Module 6 : Bioinformatics tools

Lecture 39 : Analysis of Protein and Nucleic acid sequences -II

Secondary Database- The analysis of the primary data gives rise to the development of secondary database. Secondary structures, hydrophobicity plot and domains are present in the various secondary databases.

Prosite- Prosite is one of the secondary biological database which contains motifs to classify the unknown sequence into the protein family or class of enzyme. It can be accessed with the web address http://prosite.expasy.org/. The database contains motifs derived from the multiple sequence alignment. The quert sequence is aligned against the multiple sequence alignment to determine the presence or absence of the motif. A typical expression in prosite has seven amino acid positions.
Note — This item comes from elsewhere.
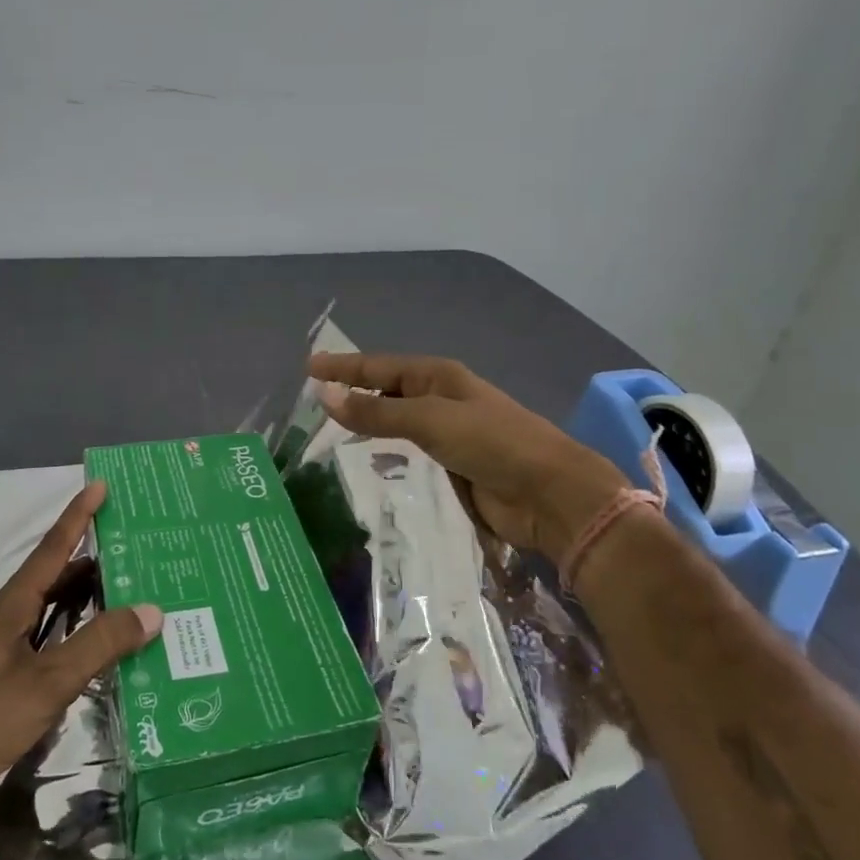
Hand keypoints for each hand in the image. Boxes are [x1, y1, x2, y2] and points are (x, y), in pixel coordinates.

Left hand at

For examples, [EFTNA]-[HFDAS]-[HYT]-{ADS}-X (2)-P. This expression can be understood as follows-

1st position can be E, F, T, N or A

2nd position can be H, F,D,A,S

3rd position can be HYT

4th position can be any amino acid except ADS

5th and 6th position, any amino acid can follow and the 7th position will be proline.
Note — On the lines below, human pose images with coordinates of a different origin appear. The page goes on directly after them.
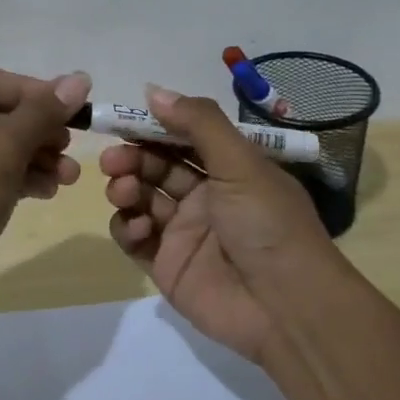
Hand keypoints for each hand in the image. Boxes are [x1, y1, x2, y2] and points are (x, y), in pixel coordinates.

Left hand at [0, 66, 92, 309]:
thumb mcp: (2, 149)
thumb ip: (42, 112)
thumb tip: (80, 79)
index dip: (34, 92)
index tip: (71, 111)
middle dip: (37, 131)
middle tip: (70, 146)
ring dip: (33, 157)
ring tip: (68, 177)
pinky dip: (15, 178)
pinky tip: (46, 191)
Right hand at [100, 85, 342, 362]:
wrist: (287, 307)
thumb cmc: (268, 224)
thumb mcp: (241, 163)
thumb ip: (198, 124)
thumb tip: (152, 91)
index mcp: (229, 169)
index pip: (182, 138)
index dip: (152, 127)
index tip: (121, 120)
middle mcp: (205, 197)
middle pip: (156, 166)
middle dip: (132, 158)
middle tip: (112, 159)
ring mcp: (183, 232)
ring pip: (141, 199)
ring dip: (126, 188)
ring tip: (124, 191)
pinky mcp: (166, 265)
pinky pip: (135, 238)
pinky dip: (127, 227)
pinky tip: (137, 227)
A query sequence can be analyzed using the algorithm ScanProsite. In addition, it may allow to search the sequence with similar pattern in SwissProt, TrEMBL and PDB databases.

PRINTS:

Pfam: The Pfam database contains the profiles of the protein sequences and classifies the protein families as per the over-all profile. A profile is a pattern of the amino acid in a protein sequence and determine probability of a given amino acid. Pfam is based on the sequence alignment. A high quality sequence alignment gives the idea about the probability of appearance of an amino acid at a particular position and contain evolutionary related sequences. However, in few cases a sequence alignment may have sequences with no evolutionary relationship to each other. A critical analysis of result from the Pfam database is necessary to draw conclusions.